Occupational and Environmental Epidemiology Branch, Division of Cancer Epidemiology and Genetics, National Cancer Institute, 9609 Medical Center Drive, Rockville, MD, 20850, USA.
Cancer Prevention Fellowship Program, Division of Cancer Prevention, National Cancer Institute, Rockville, MD, 20850, USA.
Int J Health Geogr. 2021 Mar 18;20(1):13. doi: 10.1186/s12942-021-00267-z.
Cancer epidemiology studies require sufficient power to assess spatial relationships between exposures and cancer incidence accurately. However, methods for power calculations of spatial statistics are complicated and underdeveloped, and therefore underutilized by investigators. The spatial relative risk function, a cluster detection technique that detects spatial clusters of point-level data for two groups (e.g., cancer cases and controls, two exposure groups), is a commonly used spatial statistic but does not have a readily available power calculation for study design.
We developed sparrpowR as an open-source R package to estimate the statistical power of the spatial relative risk function. sparrpowR generates simulated data applying user-defined parameters (e.g., sample size, locations) to detect spatial clusters with high statistical power. We present applications of sparrpowR that perform a power calculation for a study designed to detect a spatial cluster of incident cancer in relation to a point source of numerous environmental emissions. The conducted power calculations demonstrate the functionality and utility of sparrpowR to calculate the local power for spatial cluster detection.

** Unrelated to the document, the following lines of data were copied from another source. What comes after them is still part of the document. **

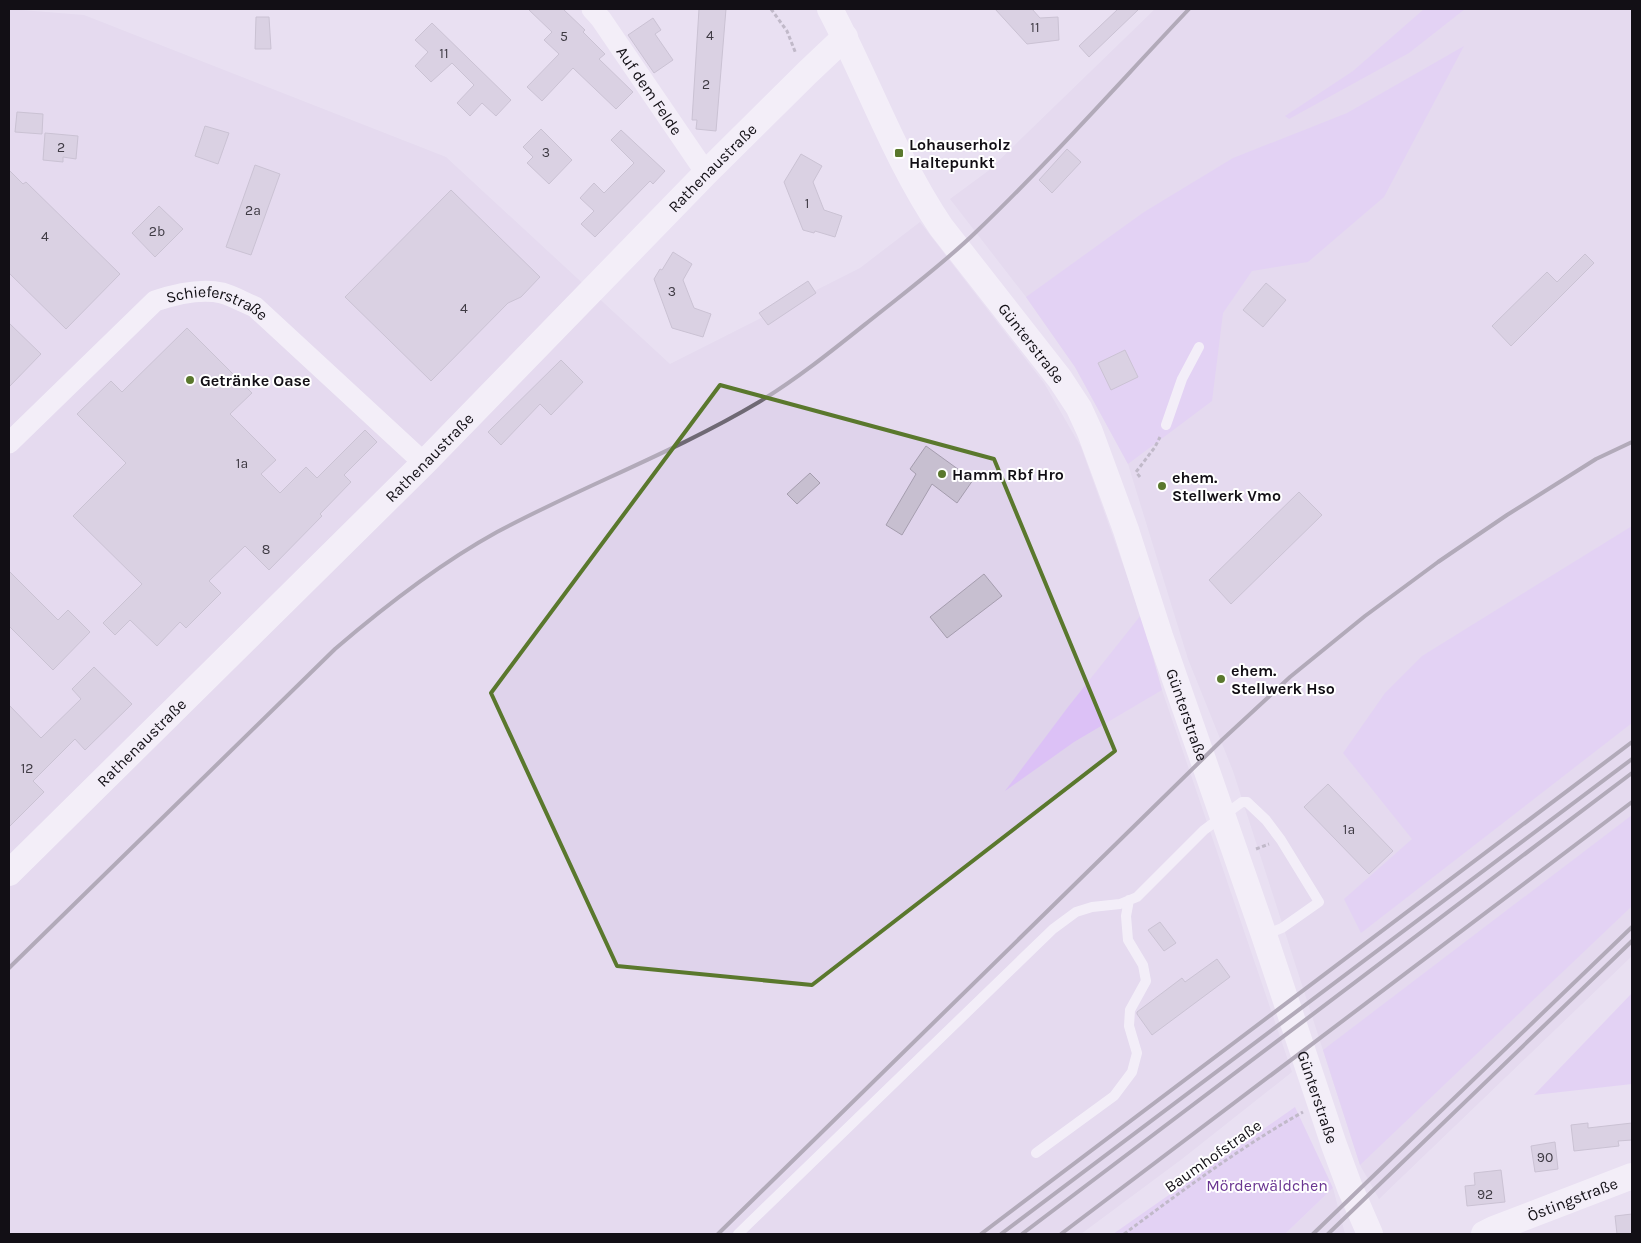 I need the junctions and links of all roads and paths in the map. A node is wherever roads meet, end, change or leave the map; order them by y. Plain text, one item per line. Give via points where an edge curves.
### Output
1 (592, 9) edge
2 (771, 9) edge
3 (830, 9) edge
4 (845, 37) junction
5 (796, 61) dead end
6 (706, 173) junction
7 (1199, 347) dead end
8 (1166, 425) joint
9 (9, 443) edge
10 (424, 463) junction
11 (1140, 478) dead end
12 (1281, 840) junction
13 (1248, 852) dead end
14 (9, 873) edge
15 (1129, 900) junction
16 (1264, 935) junction
17 (1320, 1103) junction
18 (1036, 1153) dead end
19 (1632, 1176) edge
20 (738, 1234) edge
21 (1124, 1234) edge
22 (1370, 1234) edge
23 (1484, 1234) edge

1 - 6 street, Auf dem Felde
2 - 5 path via 787,31
3 - 4 street, Günterstraße
4 - 6 street, Rathenaustraße
4 - 16 street, Günterstraße via 927,207 1079,408 1126,530
6 - 10 street, Rathenaustraße
7 - 8 lane via 1182,379
8 - 11 path via 1155,447 1136,472
9 - 10 street, Schieferstraße via 155,301 195,291 221,293 255,307
10 - 14 street, Rathenaustraße
12 - 13 path
12 - 15 lane via 1266,820 1247,802 1242,802 1204,830 1137,897
12 - 16 lane via 1319,902 1282,928
15 - 18 lane via 1126,916 1128,940 1143,965 1146,981 1130,1010 1129,1026 1137,1054 1132,1072 1114,1096
15 - 20 lane via 1076,912 1053,929
16 - 17 street, Günterstraße
17 - 21 path, Baumhofstraße via 1265,1133
17 - 22 street, Günterstraße
19 - 23 street, Östingstraße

sparrpowR improves the current capacity of investigators to calculate the statistical power of spatial clusters, which assists in designing more efficient studies. This newly developed R package addresses a critically underdeveloped gap in cancer epidemiology by estimating statistical power for a common spatial cluster detection technique.

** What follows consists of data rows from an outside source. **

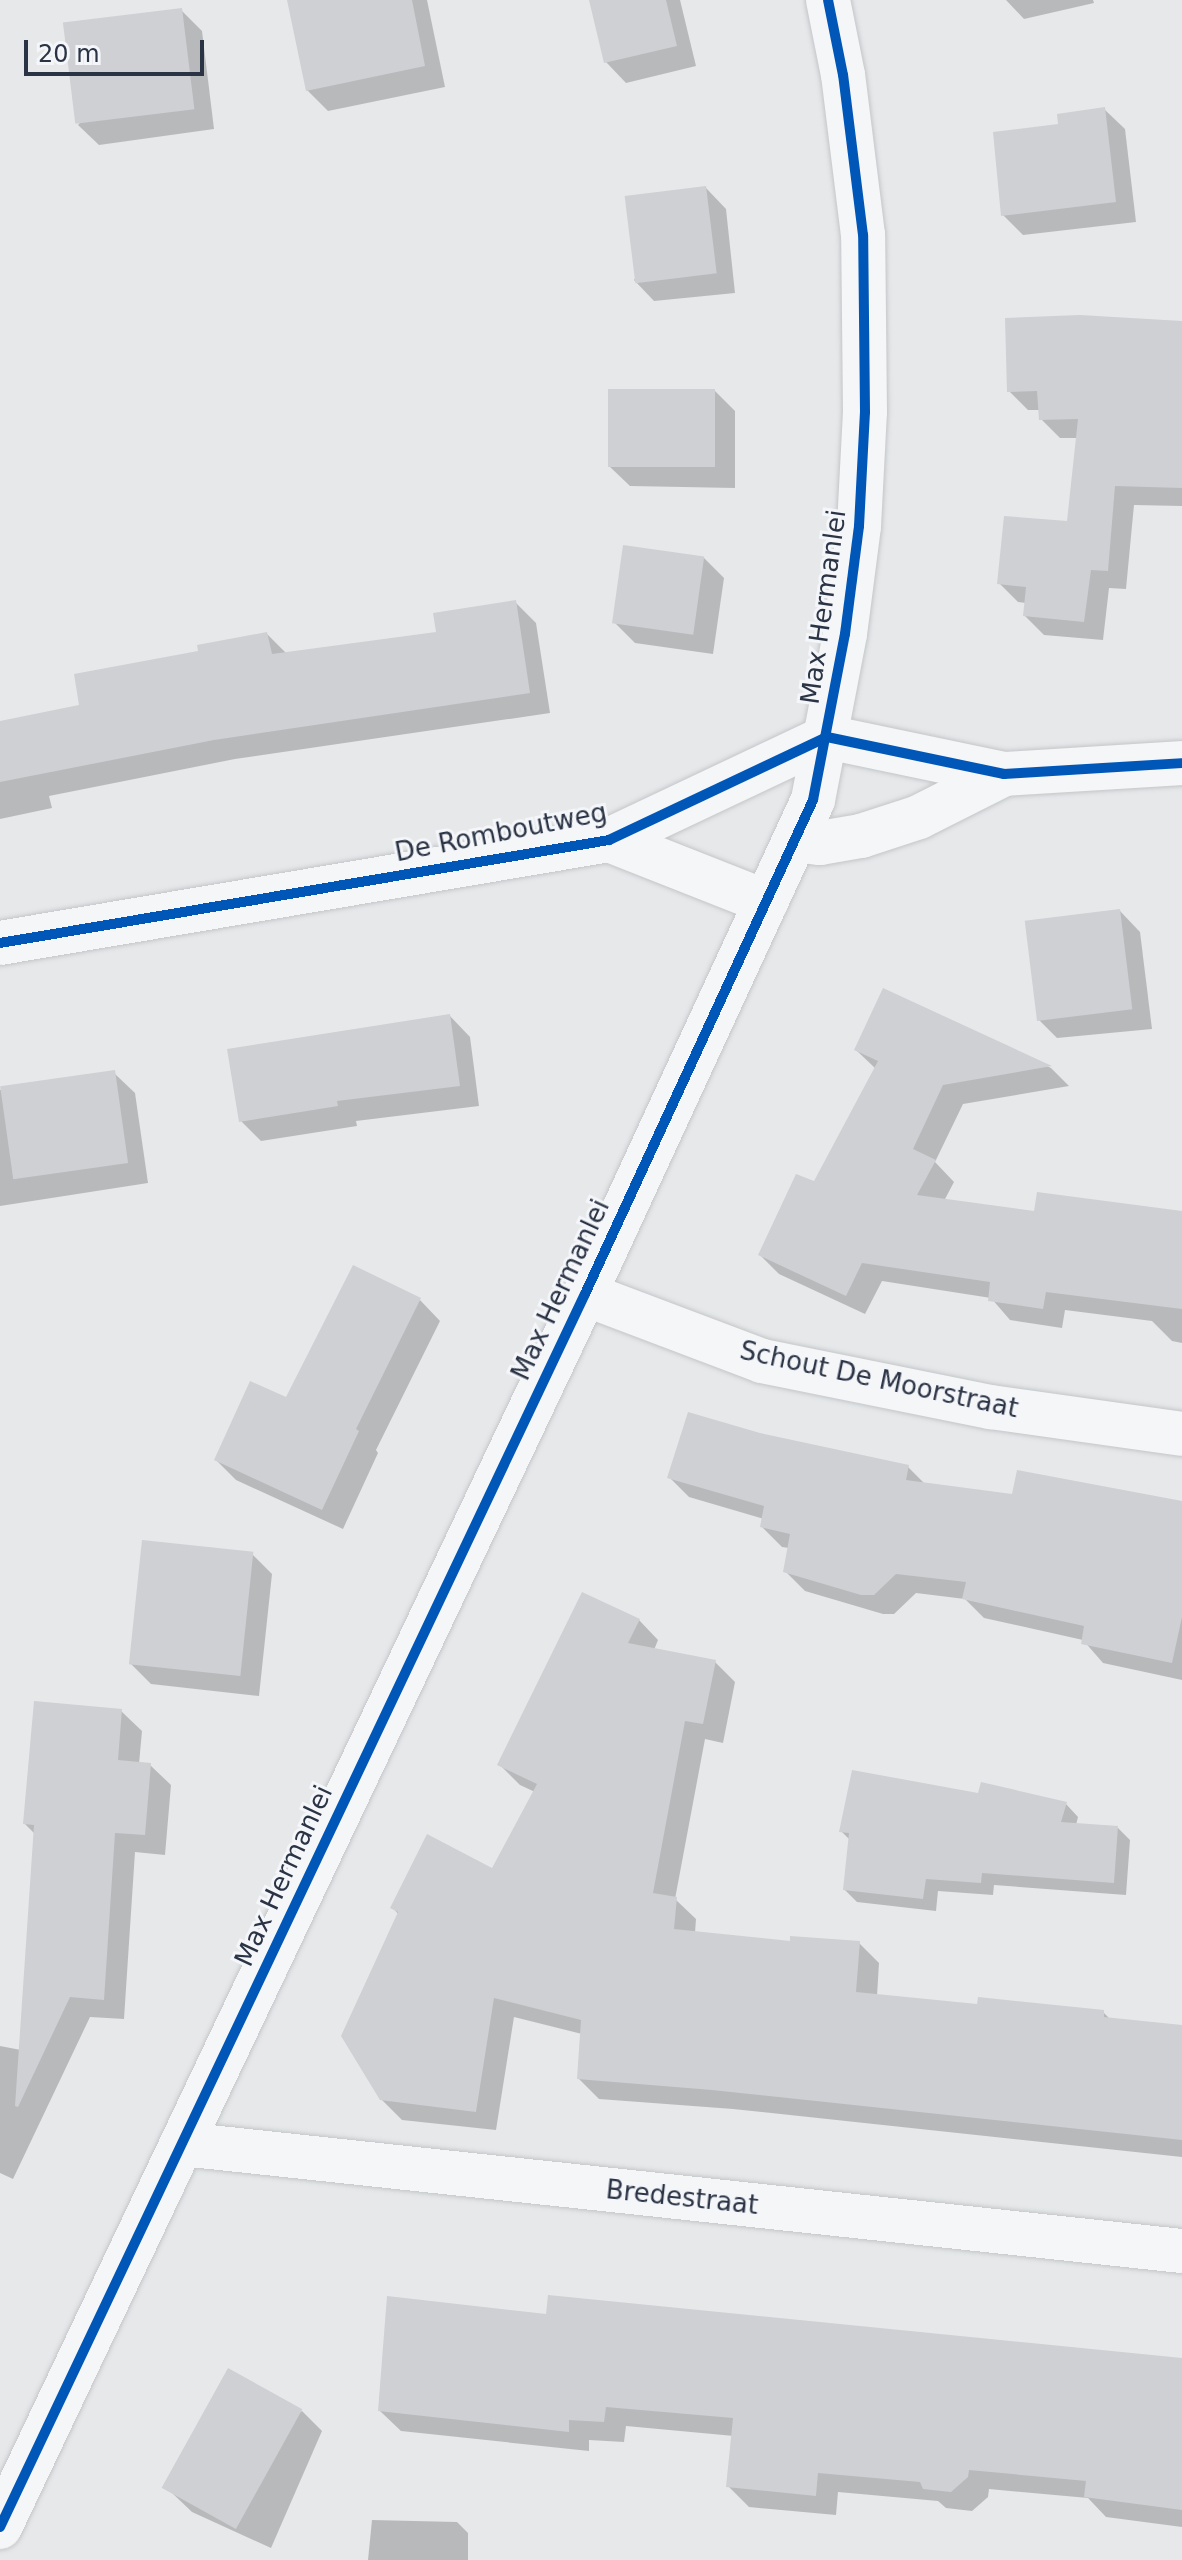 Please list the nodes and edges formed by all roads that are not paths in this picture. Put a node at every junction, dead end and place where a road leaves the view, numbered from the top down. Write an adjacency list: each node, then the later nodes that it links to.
1 (828, 0): 2 (street, Max Hermanlei)
2 (827, 737): 4 (street); 5 (street, De Romboutweg); 6 (street, Max Hermanlei)
3 (1182, 763): 4 (street)
4 (1004, 774): 6 (street)
5 (609, 840): 7 (street, De Romboutweg); 8 (street, De Romboutweg)
6 (795, 840): 7 (street, Max Hermanlei)
7 (766, 902): 9 (street, Max Hermanlei)
8 (0, 943)
9 (585, 1294): 10 (street, Schout De Moorstraat); 11 (street, Max Hermanlei)
10 (1182, 1434)
11 (182, 2144): 12 (street, Bredestraat); 13 (street, Max Hermanlei)
12 (1182, 2251)
13 (0, 2527)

癌症流行病学研究需要足够的能力来准确评估暴露与癌症发病率之间的空间关系。然而,空间统计的能力计算方法较为复杂且尚未得到充分发展,因此研究人员对此利用不足。空间相对风险函数是一种常用的空间统计学方法,用于检测两组(例如癌症病例和对照组、两种暴露组)的点级数据的空间聚类,但它没有现成的研究设计的能力计算。
我们开发了 sparrpowR 作为一个开源的 R 包,用于估计空间相对风险函数的统计能力。sparrpowR 根据用户定义的参数(例如样本量、位置)生成模拟数据,以高统计能力检测空间聚类。我们展示了 sparrpowR 的应用,该应用对一项旨在检测与众多环境排放点源相关的癌症发病空间聚类的研究进行了能力计算。进行的能力计算演示了 sparrpowR 计算空间聚类检测局部能力的功能和实用性。
sparrpowR 提高了研究人员计算空间聚类统计能力的能力,从而有助于设计更有效的研究。这个新开发的 R 包通过估计一种常见的空间聚类检测技术的统计能力,解决了癌症流行病学中一个严重缺乏发展的差距。